Pictures must not be copied, but every entry must be reproduced exactly.
══════════════════════════════
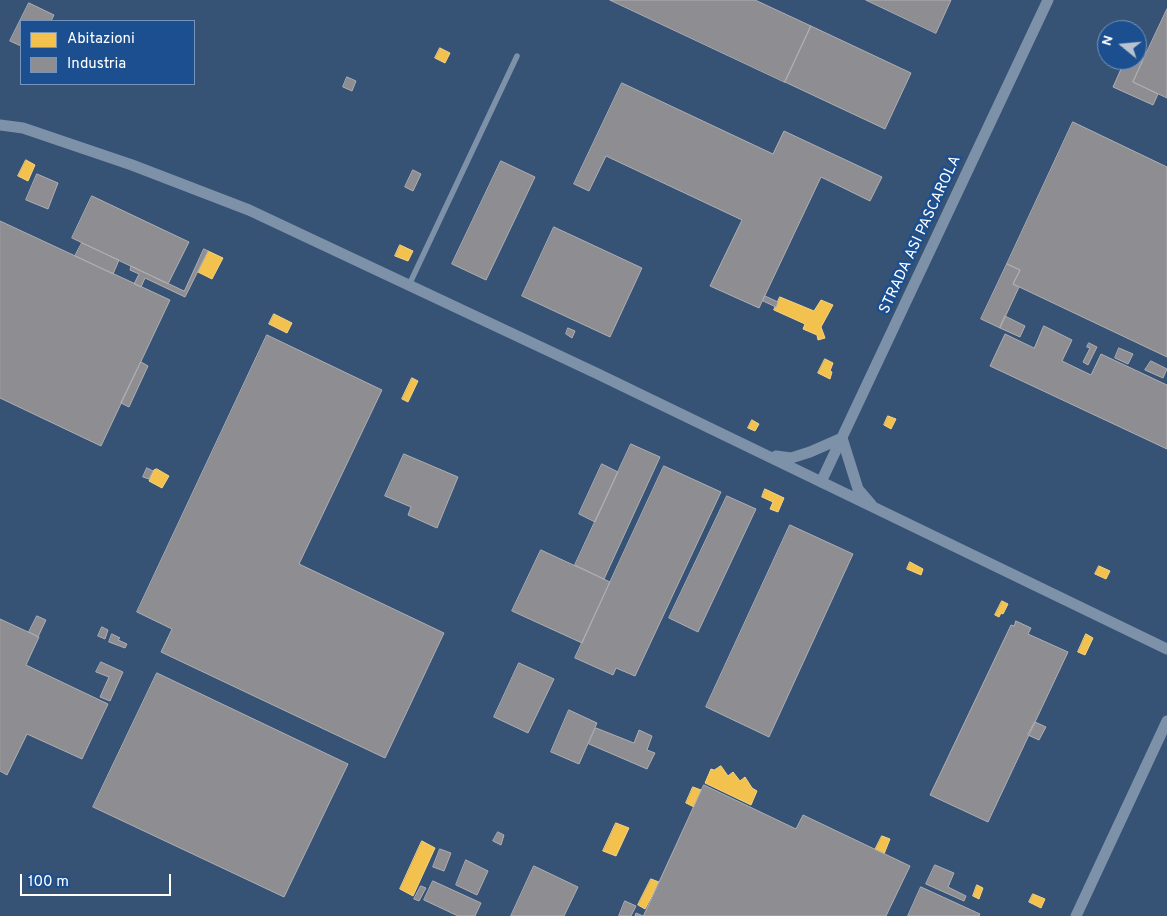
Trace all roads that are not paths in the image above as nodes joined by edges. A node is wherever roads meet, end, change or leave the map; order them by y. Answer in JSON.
{"nodes":[{"id":1,"x":1048,"y":0,"type":"edge"},
{"id":2,"x":517,"y":56,"type":"dead end"},
{"id":3,"x":0,"y":116,"type":"edge"},
{"id":4,"x":0,"y":125,"type":"edge"},
{"id":5,"x":23,"y":128,"type":"junction"},
{"id":6,"x":409,"y":285,"type":"junction"},
{"id":7,"x":842,"y":438,"type":"junction"},
{"id":8,"x":765,"y":455,"type":"junction"},
{"id":9,"x":821,"y":482,"type":"junction"},
{"id":10,"x":872,"y":507,"type":"junction"},
{"id":11,"x":1167,"y":649,"type":"edge"},
{"id":12,"x":1167,"y":721,"type":"edge"},
{"id":13,"x":1076,"y":916,"type":"edge"}],
"edges":[{"from":1,"to":7,"type":"street","name":"STRADA ASI PASCAROLA"},
{"from":2,"to":6,"type":"lane"},
{"from":3,"to":5,"type":"street"},
{"from":4,"to":5,"type":"street"},
{"from":5,"to":6,"type":"street"},
{"from":6,"to":8,"type":"street"},
{"from":7,"to":8,"type":"street"},
{"from":7,"to":9,"type":"street","name":"STRADA ASI PASCAROLA"},
{"from":7,"to":10,"type":"street"},
{"from":8,"to":9,"type":"street"},
{"from":9,"to":10,"type":"street"},
{"from":10,"to":11,"type":"street"},
{"from":12,"to":13,"type":"street"}]}
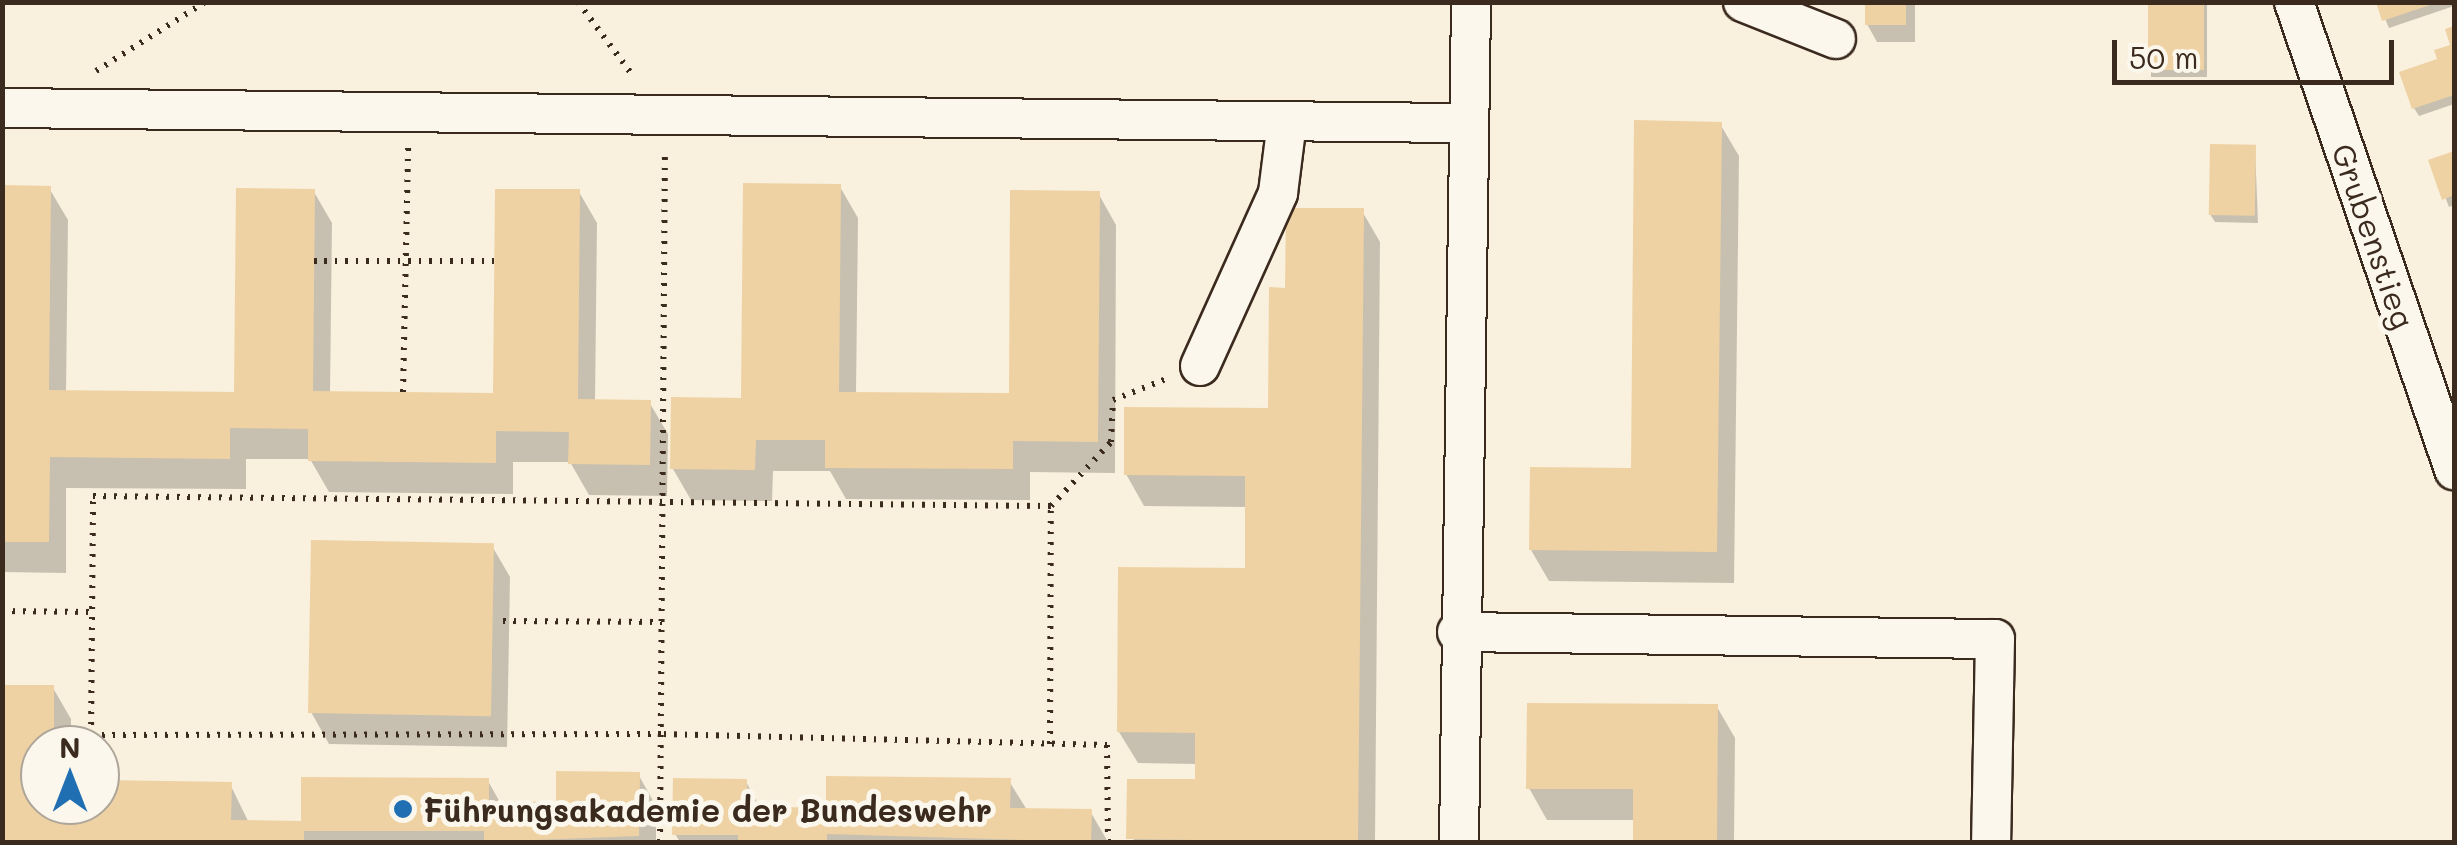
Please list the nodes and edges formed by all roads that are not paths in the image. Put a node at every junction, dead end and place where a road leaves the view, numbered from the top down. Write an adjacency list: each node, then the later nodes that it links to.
1 (1471, 2): 7 (street)
2 (1743, 2): 4 (street)
3 (2294, 2): 9 (street, Grubenstieg)
4 (1836, 39)
5 (2, 108): 6 (street)
6 (1287, 122): 7 (street); 8 (street)
7 (1467, 123): 10 (street)
8 (1200, 366)
9 (2454, 470)
10 (1458, 632): 11 (street); 12 (street)
11 (1459, 842)
12 (1992, 842)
══════════════════════════════
## RESULT:
Trace all roads that are not paths in the image above as nodes joined by edges. A node is wherever roads meet, end, change or leave the map; order them by y. Answer in JSON.
{"nodes":[{"id":1,"x":1048,"y":0,"type":"edge"},
{"id":2,"x":517,"y":56,"type":"dead end"},
{"id":3,"x":0,"y":116,"type":"edge"},
{"id":4,"x":0,"y":125,"type":"edge"},
{"id":5,"x":23,"y":128,"type":"junction"},
{"id":6,"x":409,"y":285,"type":"junction"},
{"id":7,"x":842,"y":438,"type":"junction"},
{"id":8,"x":765,"y":455,"type":"junction"},
{"id":9,"x":821,"y":482,"type":"junction"},
{"id":10,"x":872,"y":507,"type":"junction"},
{"id":11,"x":1167,"y":649,"type":"edge"},
{"id":12,"x":1167,"y":721,"type":"edge"},
{"id":13,"x":1076,"y":916,"type":"edge"}],
"edges":[{"from":1,"to":7,"type":"street","name":"STRADA ASI PASCAROLA"},
{"from":2,"to":6,"type":"lane"},
{"from":3,"to":5,"type":"street"},
{"from":4,"to":5,"type":"street"},
{"from":5,"to":6,"type":"street"},
{"from":6,"to":8,"type":"street"},
{"from":7,"to":8,"type":"street"},
{"from":7,"to":9,"type":"street","name":"STRADA ASI PASCAROLA"},
{"from":7,"to":10,"type":"street"},
{"from":8,"to":9,"type":"street"},
{"from":9,"to":10,"type":"street"},
{"from":10,"to":11,"type":"street"},
{"from":12,"to":13,"type":"street"}]}
Please list the nodes and edges formed by all roads that are not paths in the image. Put a node at every junction, dead end and place where a road leaves the view, numbered from the top down. Write an adjacency list: each node, then the later nodes that it links to.
1 (1471, 2): 7 (street)
2 (1743, 2): 4 (street)
3 (2294, 2): 9 (street, Grubenstieg)
4 (1836, 39)
5 (2, 108): 6 (street)
6 (1287, 122): 7 (street); 8 (street)
7 (1467, 123): 10 (street)
8 (1200, 366)
9 (2454, 470)
10 (1458, 632): 11 (street); 12 (street)
11 (1459, 842)
12 (1992, 842)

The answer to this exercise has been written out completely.